> **Aim of the exercise**: Transcribe all the entries that follow, leaving nothing out.
==== Data for processing ====
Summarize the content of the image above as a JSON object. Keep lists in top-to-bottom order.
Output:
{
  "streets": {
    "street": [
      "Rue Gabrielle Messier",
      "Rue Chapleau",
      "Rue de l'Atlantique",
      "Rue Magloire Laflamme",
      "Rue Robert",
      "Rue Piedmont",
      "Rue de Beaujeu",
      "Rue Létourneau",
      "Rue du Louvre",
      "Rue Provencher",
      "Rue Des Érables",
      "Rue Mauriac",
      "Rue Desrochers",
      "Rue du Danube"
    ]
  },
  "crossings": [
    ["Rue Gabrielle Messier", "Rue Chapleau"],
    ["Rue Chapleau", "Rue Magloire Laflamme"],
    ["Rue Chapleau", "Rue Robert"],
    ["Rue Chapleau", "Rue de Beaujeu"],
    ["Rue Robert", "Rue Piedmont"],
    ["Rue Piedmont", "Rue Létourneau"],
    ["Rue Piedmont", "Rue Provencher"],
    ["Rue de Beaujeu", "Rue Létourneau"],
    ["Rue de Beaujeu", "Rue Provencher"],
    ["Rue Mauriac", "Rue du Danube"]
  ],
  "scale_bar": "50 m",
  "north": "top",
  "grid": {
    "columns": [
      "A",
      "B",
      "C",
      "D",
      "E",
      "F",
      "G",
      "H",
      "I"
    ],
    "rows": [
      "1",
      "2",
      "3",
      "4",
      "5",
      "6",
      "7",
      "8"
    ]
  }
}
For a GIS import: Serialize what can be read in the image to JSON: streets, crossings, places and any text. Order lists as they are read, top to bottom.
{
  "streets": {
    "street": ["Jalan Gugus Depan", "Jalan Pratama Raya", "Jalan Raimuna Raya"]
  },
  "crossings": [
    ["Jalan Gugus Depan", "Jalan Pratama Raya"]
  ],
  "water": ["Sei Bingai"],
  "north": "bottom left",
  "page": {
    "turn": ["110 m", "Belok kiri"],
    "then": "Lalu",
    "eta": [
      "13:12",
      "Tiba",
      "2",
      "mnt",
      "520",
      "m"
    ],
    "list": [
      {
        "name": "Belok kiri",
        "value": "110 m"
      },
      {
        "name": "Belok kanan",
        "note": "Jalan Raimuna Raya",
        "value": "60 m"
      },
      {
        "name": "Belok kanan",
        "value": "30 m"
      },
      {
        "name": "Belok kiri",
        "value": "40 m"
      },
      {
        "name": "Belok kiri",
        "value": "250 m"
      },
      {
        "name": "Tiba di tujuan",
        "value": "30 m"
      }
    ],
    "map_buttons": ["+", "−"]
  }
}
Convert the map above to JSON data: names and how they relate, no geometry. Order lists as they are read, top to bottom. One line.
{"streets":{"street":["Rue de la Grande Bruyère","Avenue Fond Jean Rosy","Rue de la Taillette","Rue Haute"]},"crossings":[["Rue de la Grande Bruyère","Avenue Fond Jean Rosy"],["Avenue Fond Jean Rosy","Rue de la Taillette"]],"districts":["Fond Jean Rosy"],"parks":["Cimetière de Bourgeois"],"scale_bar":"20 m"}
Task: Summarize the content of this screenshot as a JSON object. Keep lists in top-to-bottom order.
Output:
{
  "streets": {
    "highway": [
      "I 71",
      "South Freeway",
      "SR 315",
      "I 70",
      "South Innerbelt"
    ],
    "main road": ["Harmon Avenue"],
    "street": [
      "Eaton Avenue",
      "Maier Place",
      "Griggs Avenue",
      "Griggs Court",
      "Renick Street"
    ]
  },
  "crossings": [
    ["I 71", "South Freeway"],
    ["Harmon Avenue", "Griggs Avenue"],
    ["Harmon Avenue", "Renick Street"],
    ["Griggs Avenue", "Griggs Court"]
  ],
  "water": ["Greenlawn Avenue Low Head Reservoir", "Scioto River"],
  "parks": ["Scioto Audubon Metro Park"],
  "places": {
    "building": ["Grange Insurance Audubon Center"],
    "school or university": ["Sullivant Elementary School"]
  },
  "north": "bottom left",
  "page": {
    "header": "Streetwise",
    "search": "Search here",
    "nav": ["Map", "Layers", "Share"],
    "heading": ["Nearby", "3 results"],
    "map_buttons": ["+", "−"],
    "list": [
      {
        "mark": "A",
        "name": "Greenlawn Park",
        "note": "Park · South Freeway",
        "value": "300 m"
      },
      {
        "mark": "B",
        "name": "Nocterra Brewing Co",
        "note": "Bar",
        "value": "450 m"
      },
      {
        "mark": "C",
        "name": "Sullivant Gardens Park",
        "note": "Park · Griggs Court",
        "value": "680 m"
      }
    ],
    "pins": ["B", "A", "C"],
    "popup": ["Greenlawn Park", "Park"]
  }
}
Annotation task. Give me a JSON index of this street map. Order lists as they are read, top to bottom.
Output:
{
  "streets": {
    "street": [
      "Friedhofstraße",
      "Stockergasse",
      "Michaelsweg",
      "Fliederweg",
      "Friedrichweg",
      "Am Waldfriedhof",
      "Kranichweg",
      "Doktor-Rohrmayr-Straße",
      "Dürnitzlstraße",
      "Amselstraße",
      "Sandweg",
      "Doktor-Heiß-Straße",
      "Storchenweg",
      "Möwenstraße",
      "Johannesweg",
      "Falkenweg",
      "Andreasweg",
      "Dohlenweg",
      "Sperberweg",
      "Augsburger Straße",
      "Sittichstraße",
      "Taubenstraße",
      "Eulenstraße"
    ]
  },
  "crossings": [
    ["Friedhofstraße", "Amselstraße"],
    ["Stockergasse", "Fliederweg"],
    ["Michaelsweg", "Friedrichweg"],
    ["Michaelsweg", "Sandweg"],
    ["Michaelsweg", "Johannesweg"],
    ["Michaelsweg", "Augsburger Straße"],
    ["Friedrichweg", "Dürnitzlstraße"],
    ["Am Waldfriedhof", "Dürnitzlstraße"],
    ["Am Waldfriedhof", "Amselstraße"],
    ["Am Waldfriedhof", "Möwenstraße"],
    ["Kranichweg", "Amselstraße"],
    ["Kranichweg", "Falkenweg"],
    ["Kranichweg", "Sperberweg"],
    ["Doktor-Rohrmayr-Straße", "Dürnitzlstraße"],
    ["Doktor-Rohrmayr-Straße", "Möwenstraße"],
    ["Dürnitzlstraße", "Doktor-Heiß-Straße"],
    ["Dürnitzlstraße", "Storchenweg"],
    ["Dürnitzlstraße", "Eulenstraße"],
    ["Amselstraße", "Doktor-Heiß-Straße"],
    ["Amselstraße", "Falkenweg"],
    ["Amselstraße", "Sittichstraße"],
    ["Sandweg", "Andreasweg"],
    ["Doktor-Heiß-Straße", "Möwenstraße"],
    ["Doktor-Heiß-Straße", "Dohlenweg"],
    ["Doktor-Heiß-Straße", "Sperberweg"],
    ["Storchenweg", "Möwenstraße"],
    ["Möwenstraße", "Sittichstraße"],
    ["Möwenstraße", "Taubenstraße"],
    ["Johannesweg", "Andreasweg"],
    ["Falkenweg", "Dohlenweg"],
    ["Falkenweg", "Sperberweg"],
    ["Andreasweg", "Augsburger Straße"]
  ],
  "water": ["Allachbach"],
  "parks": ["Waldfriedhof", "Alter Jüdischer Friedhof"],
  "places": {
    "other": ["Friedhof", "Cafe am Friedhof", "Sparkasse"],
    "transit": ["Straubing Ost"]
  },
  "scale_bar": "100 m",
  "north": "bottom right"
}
====
> **Task answer**:
Summarize the content of the image above as a JSON object. Keep lists in top-to-bottom order.
Output:
{
  "streets": {
    "street": [
      "Rue Gabrielle Messier",
      "Rue Chapleau",
      "Rue de l'Atlantique",
      "Rue Magloire Laflamme",
      "Rue Robert",
      "Rue Piedmont",
      "Rue de Beaujeu",
      "Rue Létourneau",
      "Rue du Louvre",
      "Rue Provencher",
      "Rue Des Érables",
      "Rue Mauriac",
      "Rue Desrochers",
      "Rue du Danube"
    ]
  },
  "crossings": [
    ["Rue Gabrielle Messier", "Rue Chapleau"],
    ["Rue Chapleau", "Rue Magloire Laflamme"],
    ["Rue Chapleau", "Rue Robert"],
    ["Rue Chapleau", "Rue de Beaujeu"],
    ["Rue Robert", "Rue Piedmont"],
    ["Rue Piedmont", "Rue Létourneau"],
    ["Rue Piedmont", "Rue Provencher"],
    ["Rue de Beaujeu", "Rue Létourneau"],
    ["Rue de Beaujeu", "Rue Provencher"],
    ["Rue Mauriac", "Rue du Danube"]
  ],
  "scale_bar": "50 m",
  "north": "top",
  "grid": {
    "columns": [
      "A",
      "B",
      "C",
      "D",
      "E",
      "F",
      "G",
      "H",
      "I"
    ],
    "rows": [
      "1",
      "2",
      "3",
      "4",
      "5",
      "6",
      "7",
      "8"
    ]
  }
}
For a GIS import: Serialize what can be read in the image to JSON: streets, crossings, places and any text. Order lists as they are read, top to bottom.
{
  "streets": {
    "street": ["Jalan Gugus Depan", "Jalan Pratama Raya", "Jalan Raimuna Raya"]
  },
  "crossings": [
    ["Jalan Gugus Depan", "Jalan Pratama Raya"]
  ],
  "water": ["Sei Bingai"],
  "north": "bottom left",
  "page": {
    "turn": ["110 m", "Belok kiri"],
    "then": "Lalu",
    "eta": [
      "13:12",
      "Tiba",
      "2",
      "mnt",
      "520",
      "m"
    ],
    "list": [
      {
        "name": "Belok kiri",
        "value": "110 m"
      },
      {
        "name": "Belok kanan",
        "note": "Jalan Raimuna Raya",
        "value": "60 m"
      },
      {
        "name": "Belok kanan",
        "value": "30 m"
      },
      {
        "name": "Belok kiri",
        "value": "40 m"
      },
      {
        "name": "Belok kiri",
        "value": "250 m"
      },
      {
        "name": "Tiba di tujuan",
        "value": "30 m"
      }
    ],
    "map_buttons": ["+", "−"]
  }
}
Convert the map above to JSON data: names and how they relate, no geometry. Order lists as they are read, top to bottom. One line.
{"streets":{"street":["Rue de la Grande Bruyère","Avenue Fond Jean Rosy","Rue de la Taillette","Rue Haute"]},"crossings":[["Rue de la Grande Bruyère","Avenue Fond Jean Rosy"],["Avenue Fond Jean Rosy","Rue de la Taillette"]],"districts":["Fond Jean Rosy"],"parks":["Cimetière de Bourgeois"],"scale_bar":"20 m"}
Task: Summarize the content of this screenshot as a JSON object. Keep lists in top-to-bottom order.
Output:
{
  "streets": {
    "highway": [
      "I 71",
      "South Freeway",
      "SR 315",
      "I 70",
      "South Innerbelt"
    ],
    "main road": ["Harmon Avenue"],
    "street": [
      "Eaton Avenue",
      "Maier Place",
      "Griggs Avenue",
      "Griggs Court",
      "Renick Street"
    ]
  },
  "crossings": [
    ["I 71", "South Freeway"],
    ["Harmon Avenue", "Griggs Avenue"],
    ["Harmon Avenue", "Renick Street"],
    ["Griggs Avenue", "Griggs Court"]
  ],
  "water": ["Greenlawn Avenue Low Head Reservoir", "Scioto River"],
  "parks": ["Scioto Audubon Metro Park"],
  "places": {
    "building": ["Grange Insurance Audubon Center"],
    "school or university": ["Sullivant Elementary School"]
  },
  "north": "bottom left",
  "page": {
    "header": "Streetwise",
    "search": "Search here",
    "nav": ["Map", "Layers", "Share"],
    "heading": ["Nearby", "3 results"],
    "map_buttons": ["+", "−"],
    "list": [
      {
        "mark": "A",
        "name": "Greenlawn Park",
        "note": "Park · South Freeway",
        "value": "300 m"
      },
      {
        "mark": "B",
        "name": "Nocterra Brewing Co",
        "note": "Bar",
        "value": "450 m"
      },
      {
        "mark": "C",
        "name": "Sullivant Gardens Park",
        "note": "Park · Griggs Court",
        "value": "680 m"
      }
    ],
    "pins": ["B", "A", "C"],
    "popup": ["Greenlawn Park", "Park"]
  }
}
Annotation task. Give me a JSON index of this street map. Order lists as they are read, top to bottom.
Output:
{
  "streets": {
    "street": [
      "Friedhofstraße",
      "Stockergasse",
      "Michaelsweg",
      "Fliederweg",
      "Friedrichweg",
      "Am Waldfriedhof",
      "Kranichweg",
      "Doktor-Rohrmayr-Straße",
      "Dürnitzlstraße",
      "Amselstraße",
      "Sandweg",
      "Doktor-Heiß-Straße",
      "Storchenweg",
      "Möwenstraße",
      "Johannesweg",
      "Falkenweg",
      "Andreasweg",
      "Dohlenweg",
      "Sperberweg",
      "Augsburger Straße",
      "Sittichstraße",
      "Taubenstraße",
      "Eulenstraße"
    ]
  },
  "crossings": [
    ["Friedhofstraße", "Amselstraße"],
    ["Stockergasse", "Fliederweg"],
    ["Michaelsweg", "Friedrichweg"],
    ["Michaelsweg", "Sandweg"],
    ["Michaelsweg", "Johannesweg"],
    ["Michaelsweg", "Augsburger Straße"],
    ["Friedrichweg", "Dürnitzlstraße"],
    ["Am Waldfriedhof", "Dürnitzlstraße"],
    ["Am Waldfriedhof", "Amselstraße"],
    ["Am Waldfriedhof", "Möwenstraße"],
    ["Kranichweg", "Amselstraße"],
    ["Kranichweg", "Falkenweg"],
    ["Kranichweg", "Sperberweg"],
    ["Doktor-Rohrmayr-Straße", "Dürnitzlstraße"],
    ["Doktor-Rohrmayr-Straße", "Möwenstraße"],
    ["Dürnitzlstraße", "Doktor-Heiß-Straße"],
    ["Dürnitzlstraße", "Storchenweg"],
    ["Dürnitzlstraße", "Eulenstraße"],
    ["Amselstraße", "Doktor-Heiß-Straße"],
    ["Amselstraße", "Falkenweg"],
    ["Amselstraße", "Sittichstraße"],
    ["Sandweg", "Andreasweg"],
    ["Doktor-Heiß-Straße", "Möwenstraße"],
    ["Doktor-Heiß-Straße", "Dohlenweg"],
    ["Doktor-Heiß-Straße", "Sperberweg"],
    ["Storchenweg", "Möwenstraße"],
    ["Möwenstraße", "Sittichstraße"],
    ["Möwenstraße", "Taubenstraße"],
    ["Johannesweg", "Andreasweg"],
    ["Falkenweg", "Dohlenweg"],
    ["Falkenweg", "Sperberweg"],
    ["Andreasweg", "Augsburger Straße"]
  ],
  "water": ["Allachbach"],
  "parks": ["Waldfriedhof", "Alter Jüdischer Friedhof"],
  "places": {
    "other": ["Friedhof", "Cafe am Friedhof", "Sparkasse"],
    "transit": ["Straubing Ost"]
  },
  "scale_bar": "100 m",
  "north": "bottom right"
}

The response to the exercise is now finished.